Nel 1987 scrisse per ‘Servizio della parola’ un articolo sul significato del Natale, ‘Che significato ha la scelta di Isaia per il Natale’, ricordando che la sua origine è ‘pagana’: “Rappresenta dunque, se non la prima, la più vistosa iniziativa non biblica della chiesa dei gentili, e può essere paragonata alla cristianizzazione delle basiliche e dei templi, o della filosofia.

Ma proprio l’antefatto pagano, la cui sostituzione o consacrazione potrebbe essere stata dettata da preoccupazioni pastorali o da propositi di opposizione, forniva un tema, quello della luce, che permetteva a sua volta un reinserimento della festa cristiana nella tradizione biblica.
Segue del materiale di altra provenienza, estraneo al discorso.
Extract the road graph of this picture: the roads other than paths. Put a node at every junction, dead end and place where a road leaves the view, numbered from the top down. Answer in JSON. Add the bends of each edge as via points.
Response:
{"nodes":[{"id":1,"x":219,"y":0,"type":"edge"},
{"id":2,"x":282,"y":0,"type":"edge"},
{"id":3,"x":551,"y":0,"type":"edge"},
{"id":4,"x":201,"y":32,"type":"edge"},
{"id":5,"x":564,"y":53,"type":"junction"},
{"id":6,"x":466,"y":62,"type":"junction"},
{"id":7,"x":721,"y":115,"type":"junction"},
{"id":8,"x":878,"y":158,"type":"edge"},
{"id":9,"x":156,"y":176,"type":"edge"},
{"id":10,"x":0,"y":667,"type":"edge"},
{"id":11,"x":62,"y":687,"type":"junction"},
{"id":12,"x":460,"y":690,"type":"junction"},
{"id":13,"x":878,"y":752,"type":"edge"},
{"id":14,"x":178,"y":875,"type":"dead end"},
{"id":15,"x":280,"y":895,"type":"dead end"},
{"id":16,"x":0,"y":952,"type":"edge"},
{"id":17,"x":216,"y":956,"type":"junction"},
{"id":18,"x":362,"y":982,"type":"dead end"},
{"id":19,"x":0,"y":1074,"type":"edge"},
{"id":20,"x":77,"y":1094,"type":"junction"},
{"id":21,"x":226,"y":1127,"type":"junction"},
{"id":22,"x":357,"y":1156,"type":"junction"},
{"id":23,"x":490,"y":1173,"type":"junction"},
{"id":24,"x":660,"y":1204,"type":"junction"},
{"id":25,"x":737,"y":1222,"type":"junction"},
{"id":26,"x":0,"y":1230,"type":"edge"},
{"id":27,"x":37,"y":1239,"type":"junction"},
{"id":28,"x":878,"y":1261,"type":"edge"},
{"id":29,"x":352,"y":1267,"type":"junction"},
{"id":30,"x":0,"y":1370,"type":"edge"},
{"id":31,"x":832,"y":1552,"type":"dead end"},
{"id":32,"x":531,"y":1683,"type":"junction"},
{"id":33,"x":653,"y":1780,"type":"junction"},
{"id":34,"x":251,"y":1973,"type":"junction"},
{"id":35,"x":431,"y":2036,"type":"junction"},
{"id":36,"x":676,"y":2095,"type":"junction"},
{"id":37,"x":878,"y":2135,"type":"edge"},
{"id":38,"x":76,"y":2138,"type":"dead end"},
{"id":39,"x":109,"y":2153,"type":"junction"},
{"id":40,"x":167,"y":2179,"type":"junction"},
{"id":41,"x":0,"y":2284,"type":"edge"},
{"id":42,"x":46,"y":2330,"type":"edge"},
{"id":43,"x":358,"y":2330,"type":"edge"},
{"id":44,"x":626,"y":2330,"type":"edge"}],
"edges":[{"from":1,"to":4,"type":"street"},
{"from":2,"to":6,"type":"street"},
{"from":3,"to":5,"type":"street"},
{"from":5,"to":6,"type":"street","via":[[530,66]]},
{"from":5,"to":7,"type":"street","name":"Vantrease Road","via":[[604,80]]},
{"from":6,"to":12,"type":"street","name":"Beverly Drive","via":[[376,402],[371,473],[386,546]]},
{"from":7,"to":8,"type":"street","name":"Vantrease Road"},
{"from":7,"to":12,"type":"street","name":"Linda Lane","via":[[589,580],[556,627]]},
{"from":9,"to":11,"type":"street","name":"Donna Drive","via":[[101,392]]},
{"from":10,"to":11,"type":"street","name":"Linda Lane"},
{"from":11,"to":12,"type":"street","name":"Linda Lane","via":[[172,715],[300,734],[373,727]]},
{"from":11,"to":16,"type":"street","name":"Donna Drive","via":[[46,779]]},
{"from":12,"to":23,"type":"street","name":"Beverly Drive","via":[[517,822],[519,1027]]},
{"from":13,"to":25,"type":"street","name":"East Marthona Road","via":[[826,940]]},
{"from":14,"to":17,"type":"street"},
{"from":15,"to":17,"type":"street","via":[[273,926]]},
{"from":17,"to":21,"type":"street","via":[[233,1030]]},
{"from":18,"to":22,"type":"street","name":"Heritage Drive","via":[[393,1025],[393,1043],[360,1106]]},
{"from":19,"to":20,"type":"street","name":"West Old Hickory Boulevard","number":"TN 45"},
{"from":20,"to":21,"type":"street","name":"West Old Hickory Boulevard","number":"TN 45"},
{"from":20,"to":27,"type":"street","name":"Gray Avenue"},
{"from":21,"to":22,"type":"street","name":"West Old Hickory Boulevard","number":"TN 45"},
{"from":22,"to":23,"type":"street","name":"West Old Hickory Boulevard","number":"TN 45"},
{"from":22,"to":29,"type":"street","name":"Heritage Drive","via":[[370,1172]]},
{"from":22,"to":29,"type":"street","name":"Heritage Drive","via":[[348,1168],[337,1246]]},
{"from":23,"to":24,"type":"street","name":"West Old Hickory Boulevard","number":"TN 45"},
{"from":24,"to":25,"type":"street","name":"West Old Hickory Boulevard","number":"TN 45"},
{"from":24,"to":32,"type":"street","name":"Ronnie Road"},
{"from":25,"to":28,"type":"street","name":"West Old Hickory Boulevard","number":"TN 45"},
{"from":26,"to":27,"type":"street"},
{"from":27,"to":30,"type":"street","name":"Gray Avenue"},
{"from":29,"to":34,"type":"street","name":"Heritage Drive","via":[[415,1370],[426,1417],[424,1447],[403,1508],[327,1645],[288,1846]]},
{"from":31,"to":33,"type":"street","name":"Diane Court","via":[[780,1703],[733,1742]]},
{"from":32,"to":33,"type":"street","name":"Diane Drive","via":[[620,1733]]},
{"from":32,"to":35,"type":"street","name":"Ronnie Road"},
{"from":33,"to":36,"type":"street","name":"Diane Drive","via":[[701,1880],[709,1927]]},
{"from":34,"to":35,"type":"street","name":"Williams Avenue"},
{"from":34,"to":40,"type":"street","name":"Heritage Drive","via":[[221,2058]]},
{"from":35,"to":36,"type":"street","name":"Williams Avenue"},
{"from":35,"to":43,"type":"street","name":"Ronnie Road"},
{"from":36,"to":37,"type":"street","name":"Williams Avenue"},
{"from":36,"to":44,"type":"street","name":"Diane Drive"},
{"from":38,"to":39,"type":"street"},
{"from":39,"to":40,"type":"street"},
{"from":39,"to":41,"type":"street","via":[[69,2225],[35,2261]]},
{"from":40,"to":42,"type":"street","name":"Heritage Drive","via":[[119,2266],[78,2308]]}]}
Non si può dire se a ciò abbia contribuito qualche ricordo della chiesa giudeo-cristiana relativo alla festa giudaica di Hanukkà (dedicazione), detta anche ‘festa delle luci’, che cade pressappoco nello stesso periodo di natale, commemora la riconsacrazione del tempio a opera di Giuda Maccabeo e si celebra con una grande luminaria del tempio.

Il tema della luce, nella liturgia natalizia, è legato a tre fonti, in parte intrecciate: le letture di Isaia, i vangeli di Luca, e l’idea giovannea del Verbo, associata a quella di ‘gloria’ (ebraico kavod) o manifestazione di Dio, già giudaica, e da Giovanni inserita in una vera teologia della luce”.

Questa combinazione degli elementi permette di approfondire a De Benedetti il significato messianico: “Le letture di Isaia hanno dunque il significato di adempimento messianico culminato nell’apparizione di colui che illumina gli uomini. L’opposizione luce-ombra, che si legge per esempio nella prima lettera della prima messa, ha la caratteristica unica, in confronto alle religioni e alle filosofie dualistiche, di essere finita e superata proprio nel mistero del natale.

I cristiani partecipanti al culto natalizio sapevano che, come dice Giovanni ‘Dio è luce’, e Cristo era la luce vera del mondo: perciò i testi di Isaia suonavano loro come un esplicito e gioioso annuncio di Cristo… Gli altri due nuclei di Isaia sono la nascita di un pargolo (prima messa) a cui il profeta attribuisce i titoli divini di Consigliere, Dio forte, Padre sempiterno e Principe della pace; e, nella terza e specialmente nella seconda messa, la ‘venuta’ espressa con uno stile e uno spirito che è quello del Cantico dei Cantici e di alcuni salmi: cioè regio-nuziale.

Il regno o lo sposalizio sono due modi biblici di designare l’alleanza: alleanza che con la luminosa manifestazione del Messia è entrata nella sua maturità escatologica. Da queste considerazioni risulta evidente come, in armonia con l’uso liturgico orientale, natale ed epifania dovrebbero essere considerate unitariamente l’accoglienza festosa della luce e della gloria in cui termina l’attesa profetica”.